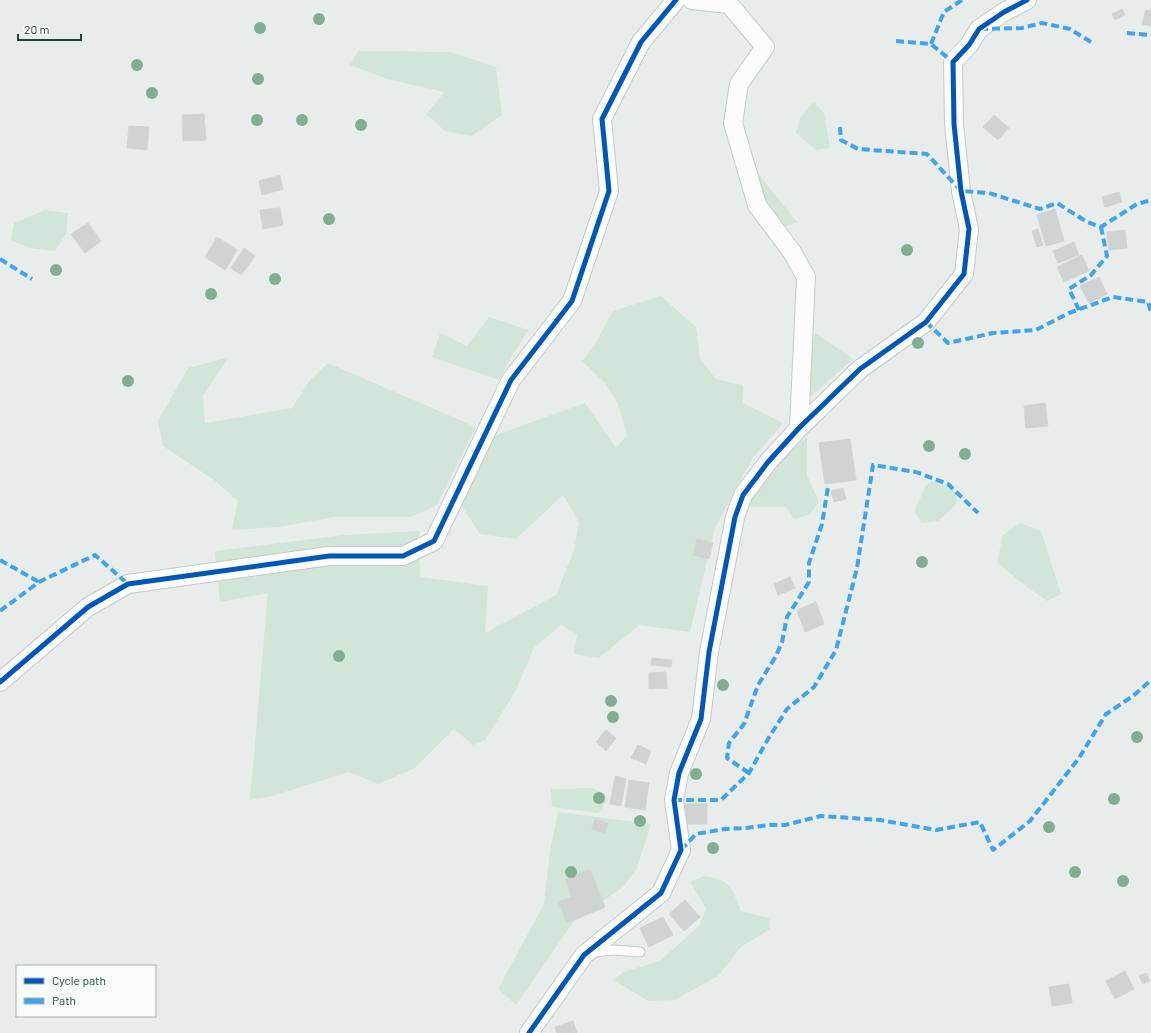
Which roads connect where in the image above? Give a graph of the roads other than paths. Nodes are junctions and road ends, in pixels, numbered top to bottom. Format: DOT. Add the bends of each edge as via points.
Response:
graph roads {
  1 [pos="676,0"];
  2 [pos="692,0"];
  3 [pos="1027,0"];
  4 [pos="799,428"];
  5 [pos="0,682"];
  6 [pos="640,952"];
  7 [pos="584,955"];
  8 [pos="529,1033"];
  1 -- 5 [label="street" via="641,42 602,119 610,191 572,301 511,380 434,541 403,556 329,556 128,584 88,607"];
  2 -- 4 [label="street" via="729,4 765,47 739,84 733,123 757,205 792,252 806,277"];
  3 -- 4 [label="street" via="979,29 969,45 953,62 954,124 960,191 969,229 964,274 926,322 860,369"];
  4 -- 7 [label="street" via="743,495 735,517 709,652 701,719 679,773 674,800 681,850 661,893"];
  6 -- 7 [label="lane" via="599,950"];
  7 -- 8 [label="street"];
}
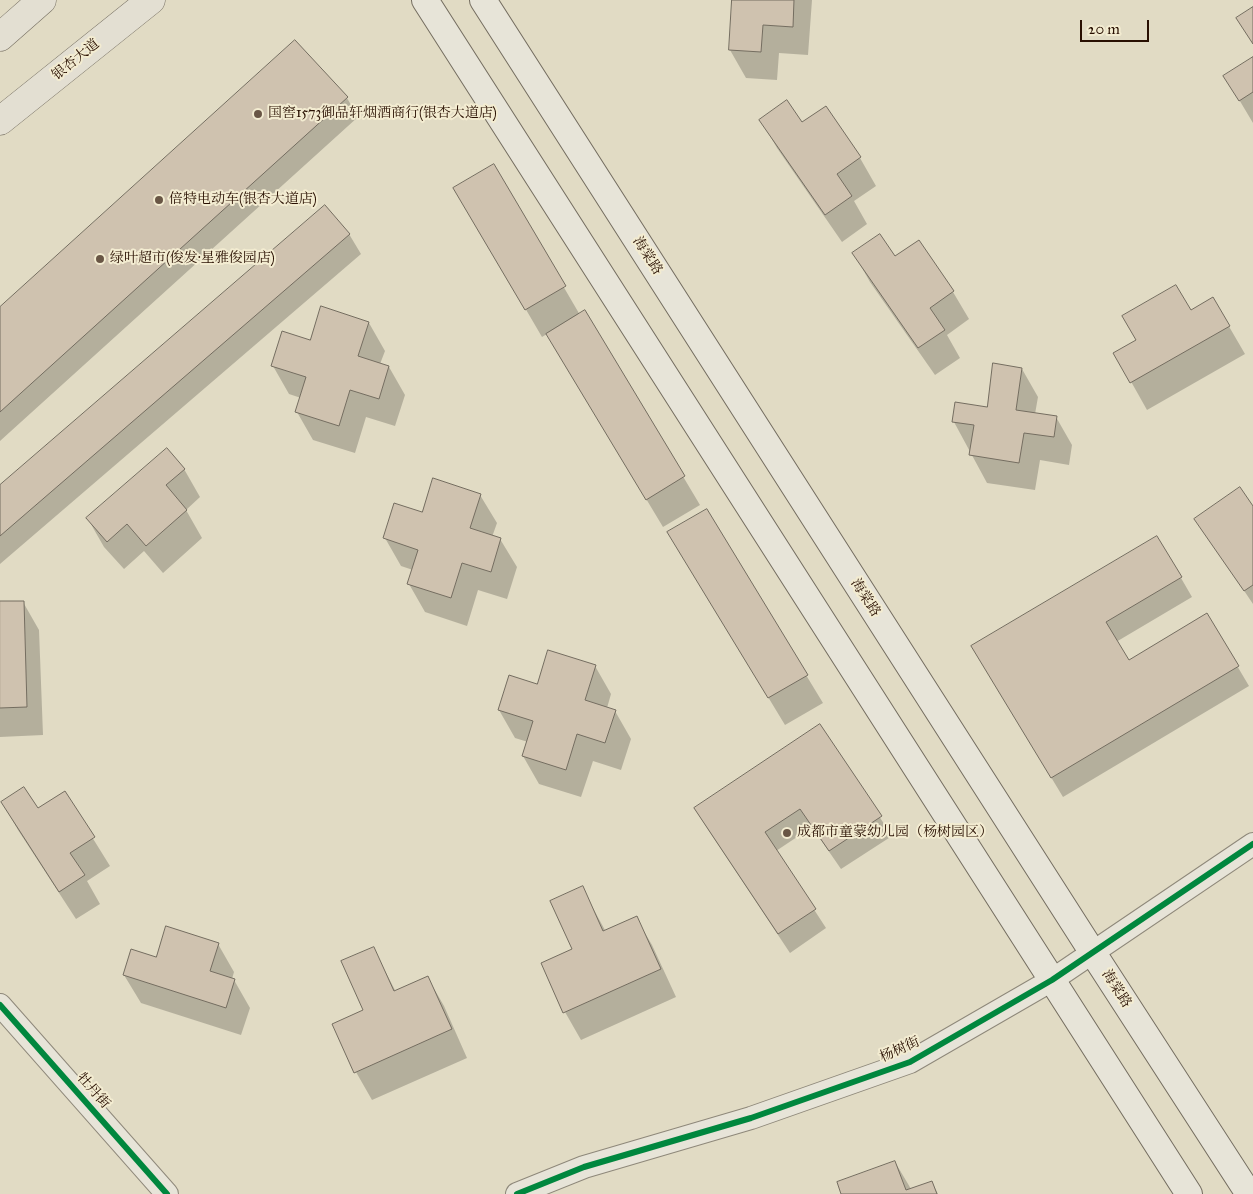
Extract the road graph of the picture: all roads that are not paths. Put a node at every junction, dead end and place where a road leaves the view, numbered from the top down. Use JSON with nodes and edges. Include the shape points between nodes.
{"nodes":[{"id":1,"x":42,"y":0,"type":"edge"},
{"id":2,"x":151,"y":0,"type":"edge"},
{"id":3,"x":425,"y":0,"type":"edge"},
{"id":4,"x":484,"y":0,"type":"edge"},
{"id":5,"x":0,"y":37,"type":"edge"},
{"id":6,"x":0,"y":121,"type":"edge"},
{"id":7,"x":1253,"y":844,"type":"edge"},
{"id":8,"x":1093,"y":953,"type":"junction"},
{"id":9,"x":1052,"y":980,"type":"junction"},
{"id":10,"x":0,"y":1005,"type":"edge"},
{"id":11,"x":167,"y":1194,"type":"edge"},
{"id":12,"x":516,"y":1194,"type":"edge"},
{"id":13,"x":1189,"y":1194,"type":"edge"},
{"id":14,"x":1248,"y":1194,"type":"edge"}],
"edges":[{"from":1,"to":5,"type":"main road"},
{"from":2,"to":6,"type":"main road","name":"银杏大道"},
{"from":3,"to":9,"type":"main road"},
{"from":4,"to":8,"type":"main road","name":"海棠路"},
{"from":7,"to":8,"type":"street","name":"杨树街"},
{"from":8,"to":9,"type":"street","name":"杨树街"},
{"from":8,"to":14,"type":"main road","name":"海棠路"},
{"from":9,"to":12,"type":"street","name":"杨树街","via":[[910,1062],[751,1118],[584,1167]]},
{"from":9,"to":13,"type":"main road"},
{"from":10,"to":11,"type":"street","name":"牡丹街"}]}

### [TRY IT]
Copy the whole listing exactly, excluding the pictures in it.

### [EXPECTED ANSWER]
Which roads connect where in the image above? Give a graph of the roads other than paths. Nodes are junctions and road ends, in pixels, numbered top to bottom. Format: DOT. Add the bends of each edge as via points.
Response:
graph roads {
  1 [pos="676,0"];
  2 [pos="692,0"];
  3 [pos="1027,0"];
  4 [pos="799,428"];
  5 [pos="0,682"];
  6 [pos="640,952"];
  7 [pos="584,955"];
  8 [pos="529,1033"];
  1 -- 5 [label="street" via="641,42 602,119 610,191 572,301 511,380 434,541 403,556 329,556 128,584 88,607"];
  2 -- 4 [label="street" via="729,4 765,47 739,84 733,123 757,205 792,252 806,277"];
  3 -- 4 [label="street" via="979,29 969,45 953,62 954,124 960,191 969,229 964,274 926,322 860,369"];
  4 -- 7 [label="street" via="743,495 735,517 709,652 701,719 679,773 674,800 681,850 661,893"];
  6 -- 7 [label="lane" via="599,950"];
  7 -- 8 [label="street"];
}
Extract the road graph of the picture: all roads that are not paths. Put a node at every junction, dead end and place where a road leaves the view, numbered from the top down. Use JSON with nodes and edges. Include the shape points between nodes.
{"nodes":[{"id":1,"x":42,"y":0,"type":"edge"},
{"id":2,"x":151,"y":0,"type":"edge"},
{"id":3,"x":425,"y":0,"type":"edge"},
{"id":4,"x":484,"y":0,"type":"edge"},
{"id":5,"x":0,"y":37,"type":"edge"},
{"id":6,"x":0,"y":121,"type":"edge"},
{"id":7,"x":1253,"y":844,"type":"edge"},
{"id":8,"x":1093,"y":953,"type":"junction"},
{"id":9,"x":1052,"y":980,"type":"junction"},
{"id":10,"x":0,"y":1005,"type":"edge"},
{"id":11,"x":167,"y":1194,"type":"edge"},
{"id":12,"x":516,"y":1194,"type":"edge"},
{"id":13,"x":1189,"y":1194,"type":"edge"},
{"id":14,"x":1248,"y":1194,"type":"edge"}],
"edges":[{"from":1,"to":5,"type":"main road"},
{"from":2,"to":6,"type":"main road","name":"银杏大道"},
{"from":3,"to":9,"type":"main road"},
{"from":4,"to":8,"type":"main road","name":"海棠路"},
{"from":7,"to":8,"type":"street","name":"杨树街"},
{"from":8,"to":9,"type":"street","name":"杨树街"},
{"from":8,"to":14,"type":"main road","name":"海棠路"},
{"from":9,"to":12,"type":"street","name":"杨树街","via":[[910,1062],[751,1118],[584,1167]]},
{"from":9,"to":13,"type":"main road"},
{"from":10,"to":11,"type":"street","name":"牡丹街"}]}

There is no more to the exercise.